* **What to produce**
Line count for the string "Jalan": give the number of lines in the data below that contain it, and nothing more.

* **Data section**
=== Begin Enclosure ===
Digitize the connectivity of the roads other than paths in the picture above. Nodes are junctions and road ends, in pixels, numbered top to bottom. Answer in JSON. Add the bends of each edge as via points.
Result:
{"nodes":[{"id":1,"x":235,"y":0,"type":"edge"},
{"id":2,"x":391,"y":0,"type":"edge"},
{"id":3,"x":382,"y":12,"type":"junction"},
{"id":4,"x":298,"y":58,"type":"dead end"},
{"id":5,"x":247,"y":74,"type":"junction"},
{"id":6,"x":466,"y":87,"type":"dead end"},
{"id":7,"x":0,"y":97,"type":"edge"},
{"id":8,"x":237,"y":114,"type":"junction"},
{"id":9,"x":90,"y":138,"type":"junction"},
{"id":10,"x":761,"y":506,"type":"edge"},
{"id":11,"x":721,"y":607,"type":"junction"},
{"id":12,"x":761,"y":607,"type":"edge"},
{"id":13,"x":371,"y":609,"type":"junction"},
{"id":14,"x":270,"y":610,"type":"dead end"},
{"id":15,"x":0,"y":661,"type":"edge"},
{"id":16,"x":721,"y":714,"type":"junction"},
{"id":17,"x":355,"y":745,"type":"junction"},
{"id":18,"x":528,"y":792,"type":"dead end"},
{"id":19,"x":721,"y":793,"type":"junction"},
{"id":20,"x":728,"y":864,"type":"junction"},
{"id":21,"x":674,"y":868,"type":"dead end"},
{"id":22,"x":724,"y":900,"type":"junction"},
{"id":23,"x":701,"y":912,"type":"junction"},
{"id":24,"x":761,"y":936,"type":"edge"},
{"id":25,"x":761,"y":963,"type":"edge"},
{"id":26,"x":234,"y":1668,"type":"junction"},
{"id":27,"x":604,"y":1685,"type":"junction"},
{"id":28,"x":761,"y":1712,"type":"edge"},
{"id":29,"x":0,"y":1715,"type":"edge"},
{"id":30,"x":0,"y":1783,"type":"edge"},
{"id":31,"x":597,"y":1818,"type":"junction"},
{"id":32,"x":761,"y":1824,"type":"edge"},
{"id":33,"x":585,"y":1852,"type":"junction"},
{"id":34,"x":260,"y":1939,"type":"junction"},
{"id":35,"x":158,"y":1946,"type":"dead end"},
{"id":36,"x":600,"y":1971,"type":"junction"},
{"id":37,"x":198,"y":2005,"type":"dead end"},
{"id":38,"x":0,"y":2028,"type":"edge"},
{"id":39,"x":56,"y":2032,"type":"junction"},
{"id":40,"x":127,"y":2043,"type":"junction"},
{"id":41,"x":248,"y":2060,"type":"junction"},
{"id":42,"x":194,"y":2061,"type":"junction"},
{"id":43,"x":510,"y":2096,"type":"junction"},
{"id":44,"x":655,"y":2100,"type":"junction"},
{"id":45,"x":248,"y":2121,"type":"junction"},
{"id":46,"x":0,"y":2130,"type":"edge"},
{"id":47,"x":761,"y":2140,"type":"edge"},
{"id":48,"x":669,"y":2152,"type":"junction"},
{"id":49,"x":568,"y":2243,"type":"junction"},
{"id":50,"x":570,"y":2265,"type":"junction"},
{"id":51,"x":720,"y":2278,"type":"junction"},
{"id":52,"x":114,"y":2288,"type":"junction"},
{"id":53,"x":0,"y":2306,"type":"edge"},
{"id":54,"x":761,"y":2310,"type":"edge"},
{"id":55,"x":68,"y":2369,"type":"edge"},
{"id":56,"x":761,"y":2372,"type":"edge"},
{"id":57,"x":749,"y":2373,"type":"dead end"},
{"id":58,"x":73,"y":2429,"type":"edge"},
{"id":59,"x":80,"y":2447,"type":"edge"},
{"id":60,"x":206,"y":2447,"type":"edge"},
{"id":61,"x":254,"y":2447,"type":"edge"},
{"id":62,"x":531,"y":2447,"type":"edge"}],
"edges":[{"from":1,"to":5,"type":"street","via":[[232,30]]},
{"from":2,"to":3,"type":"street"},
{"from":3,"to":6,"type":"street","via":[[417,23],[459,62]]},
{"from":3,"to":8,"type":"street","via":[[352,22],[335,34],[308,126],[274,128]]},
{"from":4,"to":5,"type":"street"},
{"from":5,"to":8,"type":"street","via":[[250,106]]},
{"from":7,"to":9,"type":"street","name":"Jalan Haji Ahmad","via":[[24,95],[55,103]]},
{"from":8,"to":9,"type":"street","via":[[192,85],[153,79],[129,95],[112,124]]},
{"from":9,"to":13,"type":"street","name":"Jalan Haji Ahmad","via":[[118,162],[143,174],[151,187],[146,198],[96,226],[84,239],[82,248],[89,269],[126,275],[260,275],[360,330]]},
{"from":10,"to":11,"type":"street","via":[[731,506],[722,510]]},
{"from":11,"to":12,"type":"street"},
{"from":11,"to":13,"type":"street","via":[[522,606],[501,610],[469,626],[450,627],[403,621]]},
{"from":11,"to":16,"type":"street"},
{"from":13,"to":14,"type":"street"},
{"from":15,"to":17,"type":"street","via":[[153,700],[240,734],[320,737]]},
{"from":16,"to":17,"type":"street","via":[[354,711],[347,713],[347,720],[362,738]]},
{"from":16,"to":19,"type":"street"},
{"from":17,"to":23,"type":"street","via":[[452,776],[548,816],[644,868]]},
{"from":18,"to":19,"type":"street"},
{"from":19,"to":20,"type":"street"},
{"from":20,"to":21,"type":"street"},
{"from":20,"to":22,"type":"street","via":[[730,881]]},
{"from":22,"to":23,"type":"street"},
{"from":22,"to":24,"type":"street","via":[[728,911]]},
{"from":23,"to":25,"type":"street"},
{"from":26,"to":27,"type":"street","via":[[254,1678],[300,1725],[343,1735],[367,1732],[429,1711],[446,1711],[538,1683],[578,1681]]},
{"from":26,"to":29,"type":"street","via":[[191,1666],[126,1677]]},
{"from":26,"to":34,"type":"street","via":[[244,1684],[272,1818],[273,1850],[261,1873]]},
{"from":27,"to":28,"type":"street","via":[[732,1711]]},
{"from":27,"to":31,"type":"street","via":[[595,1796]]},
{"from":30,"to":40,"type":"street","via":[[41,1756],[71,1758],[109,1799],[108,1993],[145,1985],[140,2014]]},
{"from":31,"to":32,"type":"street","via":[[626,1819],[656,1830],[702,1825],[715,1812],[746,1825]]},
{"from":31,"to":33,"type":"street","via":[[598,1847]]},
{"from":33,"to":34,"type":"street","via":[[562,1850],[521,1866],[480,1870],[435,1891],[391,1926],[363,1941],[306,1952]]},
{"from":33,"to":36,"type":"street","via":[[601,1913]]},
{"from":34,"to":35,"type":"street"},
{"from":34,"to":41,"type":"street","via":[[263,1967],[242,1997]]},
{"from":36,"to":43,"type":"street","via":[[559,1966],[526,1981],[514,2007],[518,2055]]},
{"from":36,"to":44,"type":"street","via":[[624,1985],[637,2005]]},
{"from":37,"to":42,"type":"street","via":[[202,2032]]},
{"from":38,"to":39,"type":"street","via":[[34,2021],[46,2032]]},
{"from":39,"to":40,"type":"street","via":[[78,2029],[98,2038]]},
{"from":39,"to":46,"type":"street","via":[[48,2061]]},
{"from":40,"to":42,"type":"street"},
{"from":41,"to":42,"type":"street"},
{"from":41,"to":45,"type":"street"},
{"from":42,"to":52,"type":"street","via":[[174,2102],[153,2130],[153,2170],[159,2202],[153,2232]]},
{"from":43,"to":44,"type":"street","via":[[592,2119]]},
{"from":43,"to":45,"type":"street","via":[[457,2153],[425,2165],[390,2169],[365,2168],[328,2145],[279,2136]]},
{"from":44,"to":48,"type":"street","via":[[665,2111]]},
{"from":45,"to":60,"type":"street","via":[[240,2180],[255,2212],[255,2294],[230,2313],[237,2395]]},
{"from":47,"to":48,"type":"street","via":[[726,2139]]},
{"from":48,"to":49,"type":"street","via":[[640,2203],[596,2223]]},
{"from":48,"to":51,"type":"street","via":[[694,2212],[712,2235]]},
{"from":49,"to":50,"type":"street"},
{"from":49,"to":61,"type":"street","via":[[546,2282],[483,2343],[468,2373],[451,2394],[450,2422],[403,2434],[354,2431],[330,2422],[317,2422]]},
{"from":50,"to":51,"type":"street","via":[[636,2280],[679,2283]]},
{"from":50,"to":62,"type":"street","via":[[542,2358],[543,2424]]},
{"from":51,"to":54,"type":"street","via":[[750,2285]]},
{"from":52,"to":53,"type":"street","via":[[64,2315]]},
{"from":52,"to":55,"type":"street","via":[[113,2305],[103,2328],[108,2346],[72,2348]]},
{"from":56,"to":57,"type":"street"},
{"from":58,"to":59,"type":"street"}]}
=== End Enclosure ===
* **Result for this exercise**
2